Taking all this into account, I realised that part of my feeling was indeed jealousy, although more so in the past than over New Year. People fulfilling their dreams remind you that yours are also possible. So you can be positive and make it happen, or you can be negative and wish it were you. But apart from the slight pang of envy, sitting watching my old friends celebrating with a host of other glamorous celebs live on TV, I realised what it was. You know when you see someone you haven't seen for ages in the street, there is always a weird feeling. But if you get to stop and talk at least for a short time a connection is made again. By seeing these people on TV, I still have a connection to them, as if I still know them. They have no connection to me and I am in fact a part of their past, one I guess they don't look back on much. I look back on it, as I am seeing them, I can't help it. Like all of your old photos being displayed on TV when you don't expect them to be there. I always find it hard to let go of people, and seeing them is like a tidemark on the bath, visibly and sometimes painfully showing how much you have changed. When someone is famous they are often changed. There is less chance of bumping into them in the street and if you did you might think they wouldn't want to speak to you, or they wouldn't remember you. You would probably be right. I feel it must be hard for actors bumping into other actors. Because when you have got somewhere your friends want to be, you may feel apologetic about it, making both parties uncomfortable.

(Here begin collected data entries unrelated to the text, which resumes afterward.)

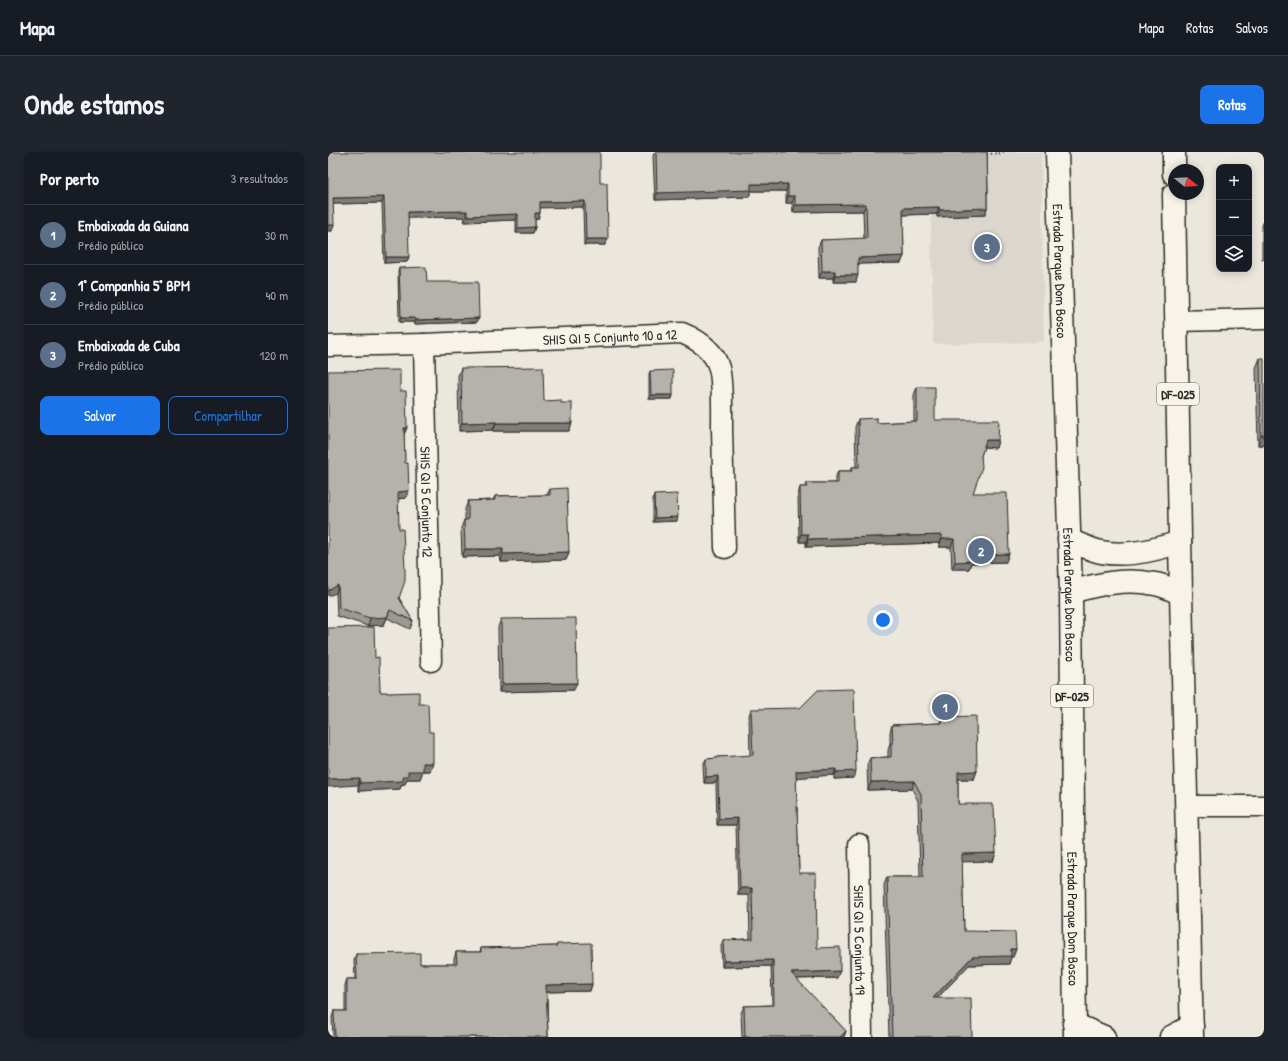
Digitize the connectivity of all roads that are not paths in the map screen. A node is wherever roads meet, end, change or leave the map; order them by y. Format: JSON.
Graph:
{"nodes":[{"id":1,"x":1057,"y":152,"type":"edge"},
{"id":2,"x":1174,"y":152,"type":"edge"},
{"id":3,"x":1174,"y":164,"type":"edge"},
{"id":4,"x":1174,"y":200,"type":"edge"},
{"id":5,"x":1264,"y":319,"type":"edge"},
{"id":6,"x":1176,"y":321,"type":"junction"},
{"id":7,"x":424,"y":344,"type":"junction"},
{"id":8,"x":328,"y":346,"type":"edge"},
{"id":9,"x":1069,"y":540,"type":"junction"},
{"id":10,"x":1180,"y":542,"type":"junction"},
{"id":11,"x":725,"y":548,"type":"dead end"},
{"id":12,"x":1071,"y":592,"type":"junction"},
{"id":13,"x":1182,"y":594,"type":"junction"},
{"id":14,"x":431,"y":661,"type":"dead end"},
{"id":15,"x":1188,"y":806,"type":"junction"},
{"id":16,"x":1264,"y":806,"type":"edge"},
{"id":17,"x":859,"y":844,"type":"dead end"},
{"id":18,"x":1075,"y":1030,"type":"edge"},
{"id":19,"x":1192,"y":1032,"type":"edge"},
{"id":20,"x":862,"y":1037,"type":"edge"},
{"id":21,"x":1104,"y":1037,"type":"edge"},
{"id":22,"x":1171,"y":1037,"type":"edge"}],
"edges":[{"from":1,"to":9,"type":"main road","name":"Estrada Parque Dom Bosco","number":"DF-025"},
{"from":2,"to":3,"type":"main road"},
{"from":4,"to":6,"type":"main road","number":"DF-025"},
{"from":5,"to":6,"type":"street"},
{"from":6,"to":10,"type":"main road","number":"DF-025"},
{"from":7,"to":8,"type":"street","name":"SHIS QI 5 Conjunto 10 a 12"},
{"from":7,"to":11,"type":"street","name":"SHIS QI 5 Conjunto 10 a 12"},
{"from":7,"to":14,"type":"street","name":"SHIS QI 5 Conjunto 12"},
{"from":9,"to":10,"type":"main road"},
{"from":9,"to":12,"type":"main road","name":"Estrada Parque Dom Bosco","number":"DF-025"},
{"from":10,"to":13,"type":"main road","number":"DF-025"},
{"from":12,"to":13,"type":"main road"},
{"from":12,"to":18,"type":"main road","name":"Estrada Parque Dom Bosco","number":"DF-025"},
{"from":13,"to":15,"type":"main road","number":"DF-025"},
{"from":15,"to":16,"type":"street"},
{"from":15,"to":19,"type":"main road","number":"DF-025"},
{"from":17,"to":20,"type":"street","name":"SHIS QI 5 Conjunto 19"},
{"from":18,"to":21,"type":"main road"},
{"from":19,"to":22,"type":"main road"}]}
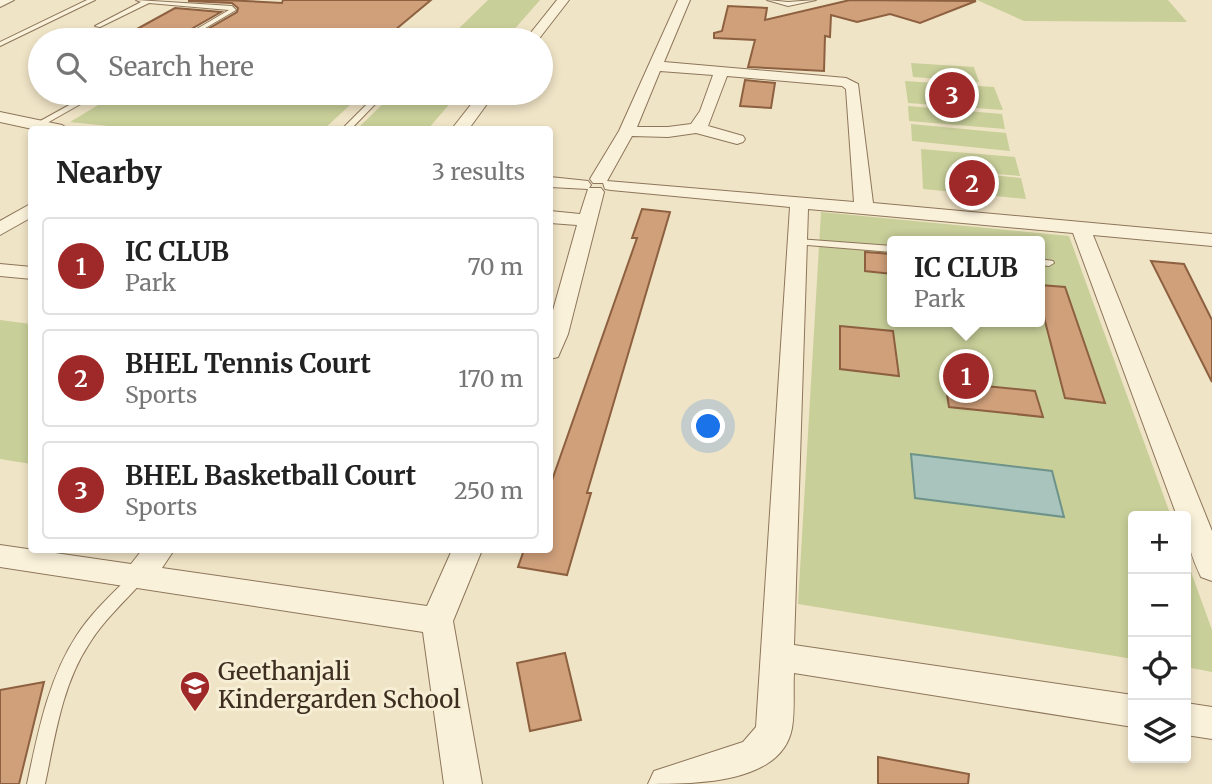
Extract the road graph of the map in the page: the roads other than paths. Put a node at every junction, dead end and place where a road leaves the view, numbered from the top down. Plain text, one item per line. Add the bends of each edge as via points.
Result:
1 (8, 0) edge
2 (92, 0) edge
3 (139, 0) edge
4 (563, 0) edge
5 (684, 0) edge
6 (770, 0) edge
7 (813, 0) edge
8 (149, 1) edge
9 (163, 1) edge
10 (0, 3) edge
11 (99, 26) dead end
12 (33, 28) edge
13 (205, 28) edge
14 (541, 28) edge
15 (28, 31) edge
16 (0, 44) edge
17 (656, 66) junction
18 (722, 71) junction
19 (74, 105) edge
20 (370, 105) edge
21 (479, 105) edge
22 (2, 119) edge
23 (37, 125) junction
24 (42, 126) edge
25 (349, 126) edge
26 (462, 126) edge
27 (696, 128) junction
28 (627, 131) junction
29 (737, 139) dead end
30 (553, 182) edge
31 (597, 185) junction
32 (799, 202) junction
33 (864, 208) junction
34 (28, 211) edge
35 (553, 217) edge
36 (588, 220) junction
37 (1081, 228) junction
38 (0, 229) edge
39 (1212, 240) edge
40 (798, 242) junction
41 (887, 249) edge
42 (0, 270) edge
43 (28, 273) edge
44 (553, 336) edge
45 (157, 553) edge
46 (466, 553) edge
47 (0, 556) edge
48 (1212, 569) edge
49 (137, 578) junction
50 (438, 621) junction
51 (779, 657) junction
52 (1128, 710) edge
53 (1191, 720) edge
54 (1212, 723) edge
55 (36, 784) edge
56 (463, 784) edge
57 (667, 784) edge

1 - 10 street
2 - 12 lane
3 - 8 lane
4 - 14 street
5 - 17 street
6 - 7 lane via 794,4
8 - 9 lane
8 - 11 lane
9 - 13 lane via 232,8
15 - 16 lane
17 - 18 street
17 - 28 street
18 - 27 street
18 - 33 street via 826,79 853,87
19 - 23 lane
20 - 25 lane
21 - 26 street
22 - 23 street
23 - 24 street
27 - 28 street
27 - 29 street
28 - 31 street
30 - 31 street
31 - 32 street
31 - 36 street
32 - 33 street
32 - 40 street
33 - 37 street
34 - 38 street
35 - 36 street
36 - 44 street
37 - 39 street
37 - 48 street
40 - 41 lane
40 - 51 street
42 - 43 street
45 - 49 street
46 - 50 street
47 - 49 street
49 - 50 street
49 - 55 lane via 95,623 71,662 52,712
50 - 56 street
51 - 52 street
51 - 57 street via 774,730 765,746 754,756
53 - 54 street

As a psychic, I have friends who knew me when I worked in theatre. These are the people I can say anything to; without them thinking it might have more meaning than the basic opinion of Becky Walsh, who let's face it, can be wrong. The channelled message is correct, but when I'm not working, of course I can be wrong in my opinion. I was once at a friend's house for dinner, a couple were having a bit of a row. As I left the house I was asked if I thought the couple would stay together. I said 'I doubt it the way they went on tonight'. That then became a psychic prediction! I love my old friends for not doing that, and the new ones who are clued up. So being famous must be a bit like that; it feels like you can only be yourself with fewer and fewer people. Having famous friends can become a definition of yourself, because you know them it makes you more interesting. Of course this is an illusion. I went out on a dinner date with a man who was in a famous band in the 80's. As we sat talking three men came over and joined us for a short time. My dinner partner was disappointed that I didn't recognise them, as they were at number one in the charts with 'Spaceman' two weeks before. I'm sure it made him feel more interesting to me because he knew them.

In truth we don't have the connection we feel we have with the people on the TV. But that doesn't stop us feeling it. I've done it myself when I've said hello to a face I recognise, only to find out I've only known them from TV. The feeling you have for old friends who do well is a mixed up one of pride and loss.